2. Taxi al centro de Lima
Taxista: En Colombia todas las mujeres son bonitas. Allá matan a las feas.
3. Aeropuerto de Lima
Inspector: ¿A qué ha venido a Perú?
Yo: A visitar a un amigo.
Inspector: Amigo… ¿Amiga?
Yo: No, amigo.
Inspector: ¿No sería su enamorado?
Yo: NO.
Lima me confunde.
No empieza, no acaba, no se ve; es igual a Bogotá y de golpe ya no. El polvo en el aire dibuja montañas y mares como barreras repentinas. La neblina asciende al atardecer, borra los edificios y revela el cielo que podría ser pero no es. Los microbuses —énfasis en el “micro”— se atraviesan salvajemente. Lejos de la costanera, solo los nombres de las calles —¿Los Literatos? ¿Kon Tiki? ¿Doña Marcela?— me recuerdan que no estoy en casa. La comida es otro indicativo. “Poio” por todas partes y a todas horas. La gente se escandaliza por mi falta de apetito.
No obstante, esta es la ciudad-espejismo donde lo vimos todo claramente después de seis años. Vimos el pasado; lo que, como el cielo limeño, pudo ser pero no fue. Tardamos mucho persiguiendo (y evadiendo) las flechas azules que pretendían unirnos, pero al fin encontramos el final y nos hallamos paralelos. Nos sentamos en una banca al borde del acantilado y reflexionamos sin mirarnos. El mar parece estar hecho de metal y los surfistas se deslizan sobre las arrugas que el viento le esculpe. Él se pregunta por qué todos nos sentimos rotos. ¿Tú no te sientes rota? No, yo tengo mi música. Desafío la incompletitud con mi soledad y las cosas que saco de ella.
Nunca nos tendremos, pero siempre nos hemos tenido.
El sol desaparece y Lima se convierte en un nuevo laberinto. Mi guía lo sorteará con agilidad mientras yo intento darle sentido poniendo el río Sumida sobre una hilera de canchas de tenis iluminadas entre filas de edificios. No funciona. Lima es Lima es Lima. Y sin embargo es tantos otros lugares a la vez.
Esta es otra descripción de una casa, pero para hablar de sus habitantes debemos retroceder en el tiempo. Empecemos por la casa, empero. En una versión sicodélica y sureña de los cerros de Nagasaki hay que subir unas escaleras, abrir una puerta, después otra, subir otras escaleras, abrir otra puerta y luego otra más que da directamente a otras escaleras.

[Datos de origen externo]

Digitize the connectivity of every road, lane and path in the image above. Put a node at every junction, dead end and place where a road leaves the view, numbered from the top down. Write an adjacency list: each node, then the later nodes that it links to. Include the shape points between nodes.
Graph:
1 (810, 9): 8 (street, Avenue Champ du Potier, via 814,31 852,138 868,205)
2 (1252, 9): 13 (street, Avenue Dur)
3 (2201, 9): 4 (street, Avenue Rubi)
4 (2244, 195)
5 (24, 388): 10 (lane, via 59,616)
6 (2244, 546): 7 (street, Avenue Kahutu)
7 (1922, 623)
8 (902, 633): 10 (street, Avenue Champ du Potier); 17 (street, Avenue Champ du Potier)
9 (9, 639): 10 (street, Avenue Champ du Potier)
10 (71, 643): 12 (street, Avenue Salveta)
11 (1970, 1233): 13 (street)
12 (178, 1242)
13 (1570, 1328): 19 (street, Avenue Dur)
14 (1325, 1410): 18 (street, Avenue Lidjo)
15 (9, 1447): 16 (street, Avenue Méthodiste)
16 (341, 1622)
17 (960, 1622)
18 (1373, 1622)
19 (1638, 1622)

Visto de diferente manera: en un pasaje sobre la ladera de la montaña hay una casa. Dentro de la casa hay otra casa, y dentro de esa casa hay una casa más. En esta última, con paredes de colores y escalones desiguales, vive Azuma.
Azuma. Volvamos a 2006, cuando aterricé en Narita y estrellé a alguien con el carrito de las maletas. O de pronto eso es ir demasiado lejos. Podemos detenernos en un loop infinito de espigas de arroz anegadas, inclinadas, doradas, cortadas, quemadas. El cielo sin nubes de azul inexplicable lo tiñe todo de ámbar y verde manzana. Y en los caminos alrededor está Azuma. Su presencia endulza la soledad. Nos reímos de la desolación, in-ten-ta-mos ha-cer al-go por la vi-da.
Volvamos a la casa en la casa en la casa. Cada quién huyó como pudo de Tsukuba cuando llegó la hora. Ahora él está al borde del Pacífico —el borde opuesto de donde lo conocí— y he venido a visitarlo. Estando con Azuma aquí entiendo cómo sobreviví en Tsukuba y por qué se me hizo impensable quedarme allá después del grado. A su lado soy yo yo yo y no importa lo random. Random está muy bien, de hecho. La familiaridad que aún no logra acompañarme en Colombia está aquí: el cielo es del mismo color, el mar es un espléndido reemplazo de los campos de arroz y la aparición de Rini —novia de Azuma— es apenas novedad, si ha estado con él desde siempre. Mi acento híbrido delata mis hermandades.
Suena “Dead Things” de Emilíana Torrini. Azuma y Rini terminan de confeccionar un vestido a toda velocidad y les queda perfecto. Le contamos historias absurdas de Japón a Rini. Todo nos hace reír. Sobrevivimos.